ロシア国旗を振るパレードの光景が見られる。莉は、工場に勤める偉(ジェ)という男と付き合っていたが、偉(ジェ)は「英米に追いつくためには、工場で働こう。手に汗して、社会主義を築こう」と労働者に訴えていた。莉の母・茉(モ-)は「男はよく選ばなければならない。私に会わせて」ということで、偉(ジェ)を家に招き食事をする。
茉(モ-)は、かつて人気俳優だった「高占非」という俳優の熱烈なファンで、偉(ジェ)に「高占非を知っているか?」と聞くが、「映画俳優なんて、ブルジョアの寄生虫だ」と主張。「寄生虫も才能がいるのよ」と反論する茉。結局、ふたりの間には子供ができず、養子(養女)を貰い、花(ホア)と名付けられることになるが、生活習慣などが合わず、偉(ジェ)は家を出てしまう。

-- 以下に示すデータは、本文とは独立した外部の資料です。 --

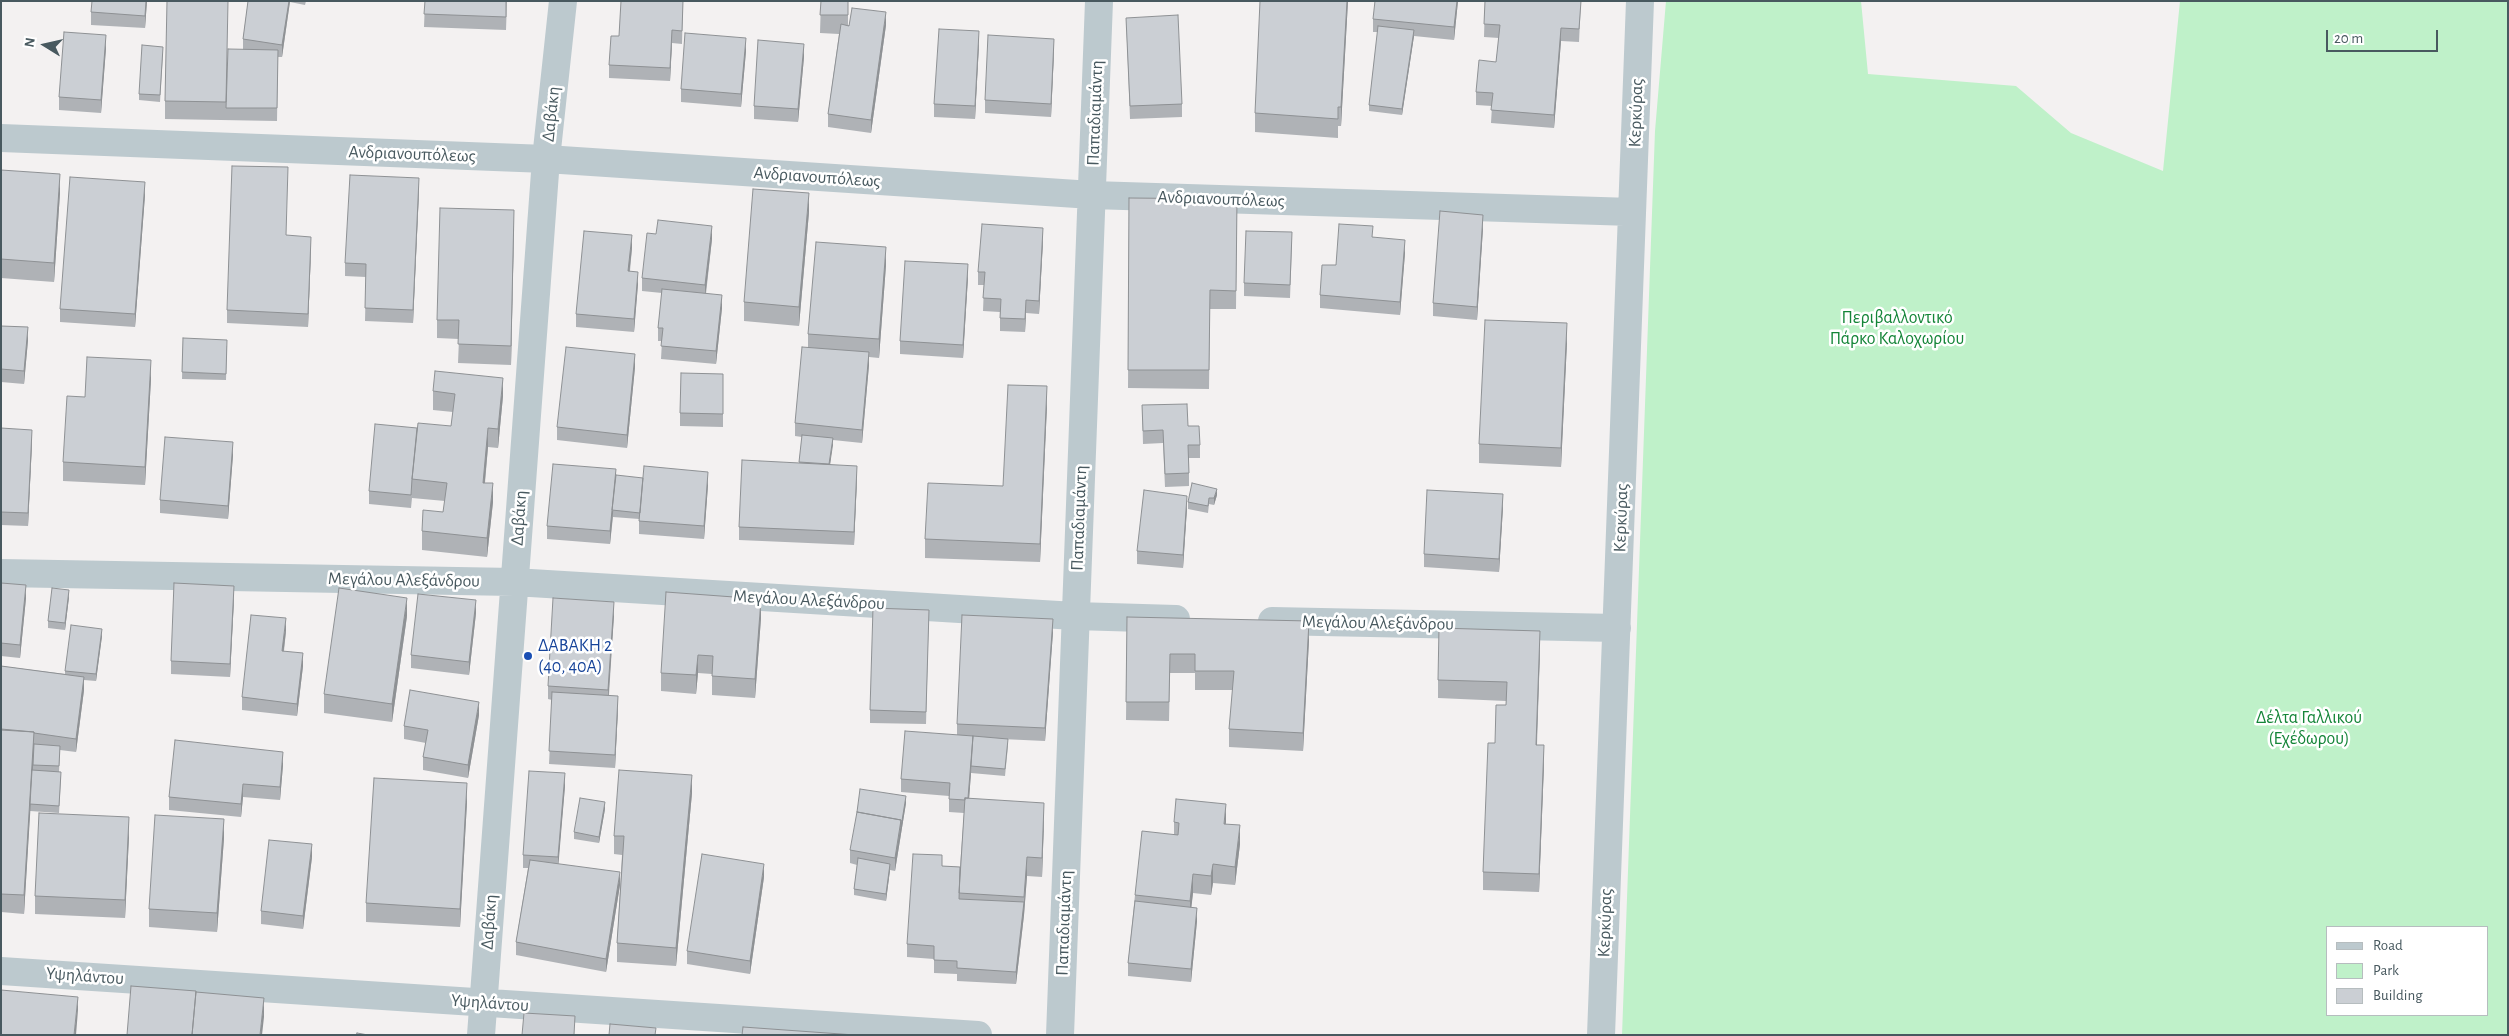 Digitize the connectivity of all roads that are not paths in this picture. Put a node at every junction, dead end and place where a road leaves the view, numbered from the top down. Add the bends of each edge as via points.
1 (563, 1) edge
2 (1099, 1) edge
3 (1640, 1) edge
4 (1, 138) edge
5 (546, 158) junction
6 (1092, 195) junction
7 (1632, 212) junction
8 (1, 573) edge
9 (514, 582) junction
10 (1075, 616) junction
11 (1203, 619) edge
12 (1242, 620) edge
13 (1617, 628) junction
14 (1, 971) edge
15 (483, 1003) junction
16 (922, 1033) edge
17 (481, 1035) edge
18 (978, 1035) edge
19 (1060, 1035) edge
20 (1601, 1035) edge

1 - 5 street, Δαβάκη
2 - 6 street, Παπαδιαμάντη
3 - 7 street, Κερκύρας
4 - 5 street, Ανδριανουπόλεως
5 - 6 street, Ανδριανουπόλεως
5 - 9 street, Δαβάκη
6 - 7 street, Ανδριανουπόλεως
6 - 10 street, Παπαδιαμάντη
7 - 13 street, Κερκύρας
8 - 9 street, Μεγάλου Αλεξάνδρου
9 - 10 street, Μεγάλου Αλεξάνδρου
9 - 15 street, Δαβάκη
10 - 11 street, Μεγάλου Αλεξάνδρου
10 - 19 street, Παπαδιαμάντη
12 - 13 street, Μεγάλου Αλεξάνδρου
13 - 20 street, Κερκύρας
14 - 15 street, Υψηλάντου
15 - 16 street, Υψηλάντου
15 - 17 street, Δαβάκη
16 - 18 street, Υψηλάντου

第一部、第二部と全体的に暗い雰囲気が続くが、第三部の1980年代になってからは、やや明るい雰囲気になってくる。
【第三部】1980年<現在>
さらに10数年が経過し、1980年代になっていた。
20代になっていた花は、杜(ドゥ)という男と結婚。しかし、杜は日本に留学したいと日本に渡ってしまう。杜から航空便が届き、茉が先に文面を見てしまう。

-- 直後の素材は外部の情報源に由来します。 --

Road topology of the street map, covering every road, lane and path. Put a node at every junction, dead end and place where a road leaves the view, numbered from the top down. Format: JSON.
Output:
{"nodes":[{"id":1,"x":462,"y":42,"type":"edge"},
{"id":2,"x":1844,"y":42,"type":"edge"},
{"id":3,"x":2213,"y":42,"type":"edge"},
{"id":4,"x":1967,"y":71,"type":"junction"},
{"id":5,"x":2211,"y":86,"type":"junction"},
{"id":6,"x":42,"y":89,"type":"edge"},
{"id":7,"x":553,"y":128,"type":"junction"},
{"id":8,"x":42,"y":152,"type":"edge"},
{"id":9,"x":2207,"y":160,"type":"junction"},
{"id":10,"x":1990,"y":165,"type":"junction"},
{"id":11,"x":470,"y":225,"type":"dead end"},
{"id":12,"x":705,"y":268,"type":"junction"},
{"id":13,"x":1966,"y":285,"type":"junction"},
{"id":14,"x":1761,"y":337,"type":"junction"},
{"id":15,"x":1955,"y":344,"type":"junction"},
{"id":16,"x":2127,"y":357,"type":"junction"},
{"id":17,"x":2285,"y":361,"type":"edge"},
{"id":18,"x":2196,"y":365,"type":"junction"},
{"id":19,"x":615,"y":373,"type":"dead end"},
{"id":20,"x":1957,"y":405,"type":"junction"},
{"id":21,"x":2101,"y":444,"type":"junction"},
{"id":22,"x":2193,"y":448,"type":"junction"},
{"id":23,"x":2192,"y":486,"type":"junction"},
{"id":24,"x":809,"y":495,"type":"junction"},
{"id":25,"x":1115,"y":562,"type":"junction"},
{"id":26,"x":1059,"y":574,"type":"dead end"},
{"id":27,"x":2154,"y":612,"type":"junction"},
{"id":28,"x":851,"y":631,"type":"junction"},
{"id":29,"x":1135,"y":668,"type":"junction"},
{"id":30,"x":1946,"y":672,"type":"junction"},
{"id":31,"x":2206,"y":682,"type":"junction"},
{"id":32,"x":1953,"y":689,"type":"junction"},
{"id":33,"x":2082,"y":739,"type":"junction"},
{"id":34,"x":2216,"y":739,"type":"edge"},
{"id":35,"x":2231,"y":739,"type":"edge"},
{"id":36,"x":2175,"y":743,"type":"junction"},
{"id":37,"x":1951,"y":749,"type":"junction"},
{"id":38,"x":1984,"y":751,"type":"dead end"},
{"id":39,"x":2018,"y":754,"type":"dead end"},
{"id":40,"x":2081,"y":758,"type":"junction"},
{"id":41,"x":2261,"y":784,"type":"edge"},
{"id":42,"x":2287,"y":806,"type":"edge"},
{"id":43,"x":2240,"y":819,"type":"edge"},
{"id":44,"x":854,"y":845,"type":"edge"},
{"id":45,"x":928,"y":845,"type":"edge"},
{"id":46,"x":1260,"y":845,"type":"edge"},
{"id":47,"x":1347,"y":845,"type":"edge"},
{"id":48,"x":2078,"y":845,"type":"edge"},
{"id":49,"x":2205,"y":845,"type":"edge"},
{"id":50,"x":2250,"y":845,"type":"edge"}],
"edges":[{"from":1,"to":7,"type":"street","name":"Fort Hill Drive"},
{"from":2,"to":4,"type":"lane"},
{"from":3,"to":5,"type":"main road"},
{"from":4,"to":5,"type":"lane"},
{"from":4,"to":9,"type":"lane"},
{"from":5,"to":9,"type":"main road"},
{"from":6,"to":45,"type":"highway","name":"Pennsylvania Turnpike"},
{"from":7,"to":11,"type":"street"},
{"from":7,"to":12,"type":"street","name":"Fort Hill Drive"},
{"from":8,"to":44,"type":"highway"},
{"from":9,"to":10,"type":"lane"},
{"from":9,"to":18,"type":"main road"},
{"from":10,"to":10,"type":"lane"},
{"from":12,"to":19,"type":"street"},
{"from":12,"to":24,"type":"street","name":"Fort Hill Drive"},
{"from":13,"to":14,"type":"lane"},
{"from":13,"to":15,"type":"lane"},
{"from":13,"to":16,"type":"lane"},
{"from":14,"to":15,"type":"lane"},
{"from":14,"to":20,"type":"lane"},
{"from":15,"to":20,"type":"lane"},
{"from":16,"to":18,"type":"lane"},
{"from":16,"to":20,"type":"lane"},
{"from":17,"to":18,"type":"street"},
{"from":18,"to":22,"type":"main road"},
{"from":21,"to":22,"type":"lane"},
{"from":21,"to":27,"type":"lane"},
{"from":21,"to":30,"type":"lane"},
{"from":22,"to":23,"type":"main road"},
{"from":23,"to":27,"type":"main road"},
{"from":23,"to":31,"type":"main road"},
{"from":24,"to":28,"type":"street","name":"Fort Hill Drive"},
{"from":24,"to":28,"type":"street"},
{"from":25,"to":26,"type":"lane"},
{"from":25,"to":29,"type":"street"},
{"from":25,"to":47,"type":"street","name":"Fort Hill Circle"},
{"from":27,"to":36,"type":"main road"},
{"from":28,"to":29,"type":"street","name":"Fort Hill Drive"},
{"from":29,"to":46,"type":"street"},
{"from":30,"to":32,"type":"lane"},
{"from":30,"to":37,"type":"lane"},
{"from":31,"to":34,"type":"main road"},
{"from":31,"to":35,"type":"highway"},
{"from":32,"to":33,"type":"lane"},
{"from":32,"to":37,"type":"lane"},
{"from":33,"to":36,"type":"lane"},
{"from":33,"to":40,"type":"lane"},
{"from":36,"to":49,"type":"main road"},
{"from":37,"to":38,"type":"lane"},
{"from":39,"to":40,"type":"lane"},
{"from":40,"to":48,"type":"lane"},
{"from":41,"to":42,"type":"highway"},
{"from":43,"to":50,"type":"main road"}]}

花にはお腹に子供が宿っていて、花と杜が結婚の届けを出しているのを茉は後から知るのだが、手紙の文面は、中国には戻らないような文面だったようだ。そのため、子供を産むのに反対した茉だが、老衰でなくなってしまう。「話したいことがあったのに」と号泣する花だったが。これも蛇足だが、花の表情は、メガネをかけて、「ごくせん」の仲間由紀恵に似ていた。
・・・
1980年代はじめの会話で、「山口百恵に似た子もいた」と言った言葉が登場。
百恵の「赤いシリーズ」の中国での大ヒットを伺わせた。郵便配達人が、日本(東京都中野区・・・と読めた)からのエアメールを届けた時に、「切手をくれないか」というのもおかしかった。切手集めをしているからといって、配達人が、郵便物の配達先で、 ”切手”をもらえないかというのも(笑)。
映画は、物語の起伏がなく、ドラマ性に欠けるので評価が低い。
中国の文化大革命やその時代の背景を知る上では面白かったが・・・。